What is needed:
The records, repeated exactly and in full, are the expected answer.

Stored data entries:
------------------------------------

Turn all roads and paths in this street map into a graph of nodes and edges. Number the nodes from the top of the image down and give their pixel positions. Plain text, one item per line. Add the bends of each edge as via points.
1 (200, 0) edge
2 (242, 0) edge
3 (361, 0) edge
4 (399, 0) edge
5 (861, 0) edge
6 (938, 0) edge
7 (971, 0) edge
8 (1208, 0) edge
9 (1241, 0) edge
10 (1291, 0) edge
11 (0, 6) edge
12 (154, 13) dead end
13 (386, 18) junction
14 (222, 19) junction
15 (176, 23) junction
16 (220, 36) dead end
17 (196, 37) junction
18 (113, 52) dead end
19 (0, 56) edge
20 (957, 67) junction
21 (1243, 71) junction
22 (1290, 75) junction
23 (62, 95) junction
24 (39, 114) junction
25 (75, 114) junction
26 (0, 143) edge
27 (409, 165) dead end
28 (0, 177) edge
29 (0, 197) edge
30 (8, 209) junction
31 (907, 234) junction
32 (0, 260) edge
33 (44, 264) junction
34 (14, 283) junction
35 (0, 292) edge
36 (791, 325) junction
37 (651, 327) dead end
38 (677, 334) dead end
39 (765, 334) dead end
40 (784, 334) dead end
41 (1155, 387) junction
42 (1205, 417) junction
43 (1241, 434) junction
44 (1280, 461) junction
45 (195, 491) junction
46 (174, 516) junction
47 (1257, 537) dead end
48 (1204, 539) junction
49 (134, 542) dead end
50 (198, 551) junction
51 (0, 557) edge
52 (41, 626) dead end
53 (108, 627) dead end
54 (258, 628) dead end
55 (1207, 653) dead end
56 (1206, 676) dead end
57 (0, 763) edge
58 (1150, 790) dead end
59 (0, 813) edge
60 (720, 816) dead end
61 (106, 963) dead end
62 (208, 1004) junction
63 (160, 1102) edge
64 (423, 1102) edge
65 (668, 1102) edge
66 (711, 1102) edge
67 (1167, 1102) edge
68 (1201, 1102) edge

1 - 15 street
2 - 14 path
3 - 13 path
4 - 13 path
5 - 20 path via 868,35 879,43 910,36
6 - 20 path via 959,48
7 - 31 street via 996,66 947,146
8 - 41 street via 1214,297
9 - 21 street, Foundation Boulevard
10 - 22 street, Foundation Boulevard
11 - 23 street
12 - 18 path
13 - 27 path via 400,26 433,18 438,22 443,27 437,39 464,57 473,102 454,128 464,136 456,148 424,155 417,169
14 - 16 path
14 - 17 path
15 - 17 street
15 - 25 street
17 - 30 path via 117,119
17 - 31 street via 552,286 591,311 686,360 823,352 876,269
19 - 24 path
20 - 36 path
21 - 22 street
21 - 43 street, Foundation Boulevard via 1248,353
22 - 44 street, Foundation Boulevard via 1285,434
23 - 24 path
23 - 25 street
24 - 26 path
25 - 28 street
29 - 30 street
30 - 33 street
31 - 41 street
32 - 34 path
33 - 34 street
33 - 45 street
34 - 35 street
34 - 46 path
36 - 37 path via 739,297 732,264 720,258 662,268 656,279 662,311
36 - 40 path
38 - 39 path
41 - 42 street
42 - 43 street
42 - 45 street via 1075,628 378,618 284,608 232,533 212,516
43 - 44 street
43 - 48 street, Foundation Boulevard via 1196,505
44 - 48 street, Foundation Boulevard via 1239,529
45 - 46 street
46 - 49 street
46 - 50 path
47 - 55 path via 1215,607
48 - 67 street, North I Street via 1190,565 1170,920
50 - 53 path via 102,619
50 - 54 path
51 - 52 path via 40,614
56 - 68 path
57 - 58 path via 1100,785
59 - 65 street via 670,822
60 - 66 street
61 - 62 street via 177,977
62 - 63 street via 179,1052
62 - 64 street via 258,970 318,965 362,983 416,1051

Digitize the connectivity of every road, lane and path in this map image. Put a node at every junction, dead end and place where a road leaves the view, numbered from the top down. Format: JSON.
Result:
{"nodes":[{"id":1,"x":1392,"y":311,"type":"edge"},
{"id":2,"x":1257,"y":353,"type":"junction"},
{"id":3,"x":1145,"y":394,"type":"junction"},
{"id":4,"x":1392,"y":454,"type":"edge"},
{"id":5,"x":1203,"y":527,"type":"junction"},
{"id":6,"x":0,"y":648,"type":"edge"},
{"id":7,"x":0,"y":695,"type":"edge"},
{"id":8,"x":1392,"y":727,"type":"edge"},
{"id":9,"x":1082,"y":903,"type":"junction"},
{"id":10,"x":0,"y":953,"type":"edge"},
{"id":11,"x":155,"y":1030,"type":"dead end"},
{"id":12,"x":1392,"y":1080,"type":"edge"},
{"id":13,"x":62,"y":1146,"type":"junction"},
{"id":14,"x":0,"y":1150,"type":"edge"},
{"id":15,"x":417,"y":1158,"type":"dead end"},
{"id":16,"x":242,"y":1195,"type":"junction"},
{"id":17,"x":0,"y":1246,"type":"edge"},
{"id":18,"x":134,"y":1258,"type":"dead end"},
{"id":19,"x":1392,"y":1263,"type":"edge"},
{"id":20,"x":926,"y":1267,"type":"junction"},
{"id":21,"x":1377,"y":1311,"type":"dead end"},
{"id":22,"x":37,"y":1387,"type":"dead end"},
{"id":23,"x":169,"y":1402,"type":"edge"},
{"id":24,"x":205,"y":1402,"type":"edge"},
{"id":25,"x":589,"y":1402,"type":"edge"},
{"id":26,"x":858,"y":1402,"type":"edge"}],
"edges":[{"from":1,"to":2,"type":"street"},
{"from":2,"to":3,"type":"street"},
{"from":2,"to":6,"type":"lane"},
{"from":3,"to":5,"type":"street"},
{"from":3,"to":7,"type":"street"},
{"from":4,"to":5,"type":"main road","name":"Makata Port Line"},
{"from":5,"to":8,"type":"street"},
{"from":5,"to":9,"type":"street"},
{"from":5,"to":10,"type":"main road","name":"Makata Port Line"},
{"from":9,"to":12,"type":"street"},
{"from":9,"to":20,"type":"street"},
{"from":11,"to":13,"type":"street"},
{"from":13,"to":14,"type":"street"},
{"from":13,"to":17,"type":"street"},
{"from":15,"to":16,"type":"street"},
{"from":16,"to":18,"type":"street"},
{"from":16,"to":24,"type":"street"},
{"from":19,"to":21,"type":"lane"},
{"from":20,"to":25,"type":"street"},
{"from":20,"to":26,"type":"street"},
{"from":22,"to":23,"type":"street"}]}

------------------------------------

Result:
Turn all roads and paths in this street map into a graph of nodes and edges. Number the nodes from the top of the image down and give their pixel positions. Plain text, one item per line. Add the bends of each edge as via points.
1 (200, 0) edge
2 (242, 0) edge
3 (361, 0) edge
4 (399, 0) edge
5 (861, 0) edge
6 (938, 0) edge
7 (971, 0) edge
8 (1208, 0) edge
9 (1241, 0) edge
10 (1291, 0) edge
11 (0, 6) edge
12 (154, 13) dead end
13 (386, 18) junction
14 (222, 19) junction
15 (176, 23) junction
16 (220, 36) dead end
17 (196, 37) junction
18 (113, 52) dead end
19 (0, 56) edge
20 (957, 67) junction
21 (1243, 71) junction
22 (1290, 75) junction
23 (62, 95) junction
24 (39, 114) junction
25 (75, 114) junction
26 (0, 143) edge
27 (409, 165) dead end
28 (0, 177) edge
29 (0, 197) edge
30 (8, 209) junction
31 (907, 234) junction
32 (0, 260) edge
33 (44, 264) junction
34 (14, 283) junction
35 (0, 292) edge
36 (791, 325) junction
37 (651, 327) dead end
38 (677, 334) dead end
39 (765, 334) dead end
40 (784, 334) dead end
41 (1155, 387) junction
42 (1205, 417) junction
43 (1241, 434) junction
44 (1280, 461) junction
45 (195, 491) junction
46 (174, 516) junction
47 (1257, 537) dead end
48 (1204, 539) junction
49 (134, 542) dead end
50 (198, 551) junction
51 (0, 557) edge
52 (41, 626) dead end
53 (108, 627) dead end
54 (258, 628) dead end
55 (1207, 653) dead end
56 (1206, 676) dead end
57 (0, 763) edge
58 (1150, 790) dead end
59 (0, 813) edge
60 (720, 816) dead end
61 (106, 963) dead end
62 (208, 1004) junction
63 (160, 1102) edge
64 (423, 1102) edge
65 (668, 1102) edge
66 (711, 1102) edge
67 (1167, 1102) edge
68 (1201, 1102) edge

1 - 15 street
2 - 14 path
3 - 13 path
4 - 13 path
5 - 20 path via 868,35 879,43 910,36
6 - 20 path via 959,48
7 - 31 street via 996,66 947,146
8 - 41 street via 1214,297
9 - 21 street, Foundation Boulevard
10 - 22 street, Foundation Boulevard
11 - 23 street
12 - 18 path
13 - 27 path via 400,26 433,18 438,22 443,27 437,39 464,57 473,102 454,128 464,136 456,148 424,155 417,169
14 - 16 path
14 - 17 path
15 - 17 street
15 - 25 street
17 - 30 path via 117,119
17 - 31 street via 552,286 591,311 686,360 823,352 876,269
19 - 24 path
20 - 36 path
21 - 22 street
21 - 43 street, Foundation Boulevard via 1248,353
22 - 44 street, Foundation Boulevard via 1285,434
23 - 24 path
23 - 25 street
24 - 26 path
25 - 28 street
29 - 30 street
30 - 33 street
31 - 41 street
32 - 34 path
33 - 34 street
33 - 45 street
34 - 35 street
34 - 46 path
36 - 37 path via 739,297 732,264 720,258 662,268 656,279 662,311
36 - 40 path
38 - 39 path
41 - 42 street
42 - 43 street
42 - 45 street via 1075,628 378,618 284,608 232,533 212,516
43 - 44 street
43 - 48 street, Foundation Boulevard via 1196,505
44 - 48 street, Foundation Boulevard via 1239,529
45 - 46 street
46 - 49 street
46 - 50 path
47 - 55 path via 1215,607
48 - 67 street, North I Street via 1190,565 1170,920
50 - 53 path via 102,619
50 - 54 path
51 - 52 path via 40,614
56 - 68 path
57 - 58 path via 1100,785
59 - 65 street via 670,822
60 - 66 street
61 - 62 street via 177,977
62 - 63 street via 179,1052
62 - 64 street via 258,970 318,965 362,983 416,1051

Digitize the connectivity of every road, lane and path in this map image. Put a node at every junction, dead end and place where a road leaves the view, numbered from the top down. Format: JSON.
Result:
{"nodes":[{"id":1,"x":1392,"y":311,"type":"edge"},
{"id":2,"x":1257,"y":353,"type":"junction"},
{"id":3,"x":1145,"y":394,"type":"junction"},
{"id":4,"x":1392,"y":454,"type":"edge"},
{"id":5,"x":1203,"y":527,"type":"junction"},
{"id":6,"x":0,"y":648,"type":"edge"},
{"id":7,"x":0,"y":695,"type":"edge"},
{"id":8,"x":1392,"y":727,"type":"edge"},
{"id":9,"x":1082,"y":903,"type":"junction"},
{"id":10,"x":0,"y":953,"type":"edge"},
{"id":11,"x":155,"y":1030,"type":"dead end"},
{"id":12,"x":1392,"y":1080,"type":"edge"},
{"id":13,"x":62,"y":1146,"type":"junction"},
{"id":14,"x":0,"y":1150,"type":"edge"},
{"id":15,"x":417,"y":1158,"type":"dead end"},
{"id":16,"x":242,"y":1195,"type":"junction"},
{"id":17,"x":0,"y":1246,"type":"edge"},
{"id":18,"x":134,"y":1258,"type":"dead end"},
{"id":19,"x":1392,"y":1263,"type":"edge"},
{"id":20,"x":926,"y":1267,"type":"junction"},
{"id":21,"x":1377,"y":1311,"type":"dead end"},
{"id":22,"x":37,"y":1387,"type":"dead end"},
{"id":23,"x":169,"y":1402,"type":"edge"},
{"id":24,"x":205,"y":1402,"type":"edge"},
{"id":25,"x":589,"y":1402,"type":"edge"},
{"id":26,"x":858,"y":1402,"type":"edge"}],
"edges":[{"from":1,"to":2,"type":"street"},
{"from":2,"to":3,"type":"street"},
{"from":2,"to":6,"type":"lane"},
{"from":3,"to":5,"type":"street"},
{"from":3,"to":7,"type":"street"},
{"from":4,"to":5,"type":"main road","name":"Makata Port Line"},
{"from":5,"to":8,"type":"street"},
{"from":5,"to":9,"type":"street"},
{"from":5,"to":10,"type":"main road","name":"Makata Port Line"},
{"from":9,"to":12,"type":"street"},
{"from":9,"to":20,"type":"street"},
{"from":11,"to":13,"type":"street"},
{"from":13,"to":14,"type":"street"},
{"from":13,"to":17,"type":"street"},
{"from":15,"to":16,"type":"street"},
{"from":16,"to":18,"type":"street"},
{"from":16,"to":24,"type":"street"},
{"from":19,"to":21,"type":"lane"},
{"from":20,"to":25,"type":"street"},
{"from":20,"to":26,"type":"street"},
{"from":22,"to":23,"type":"street"}]}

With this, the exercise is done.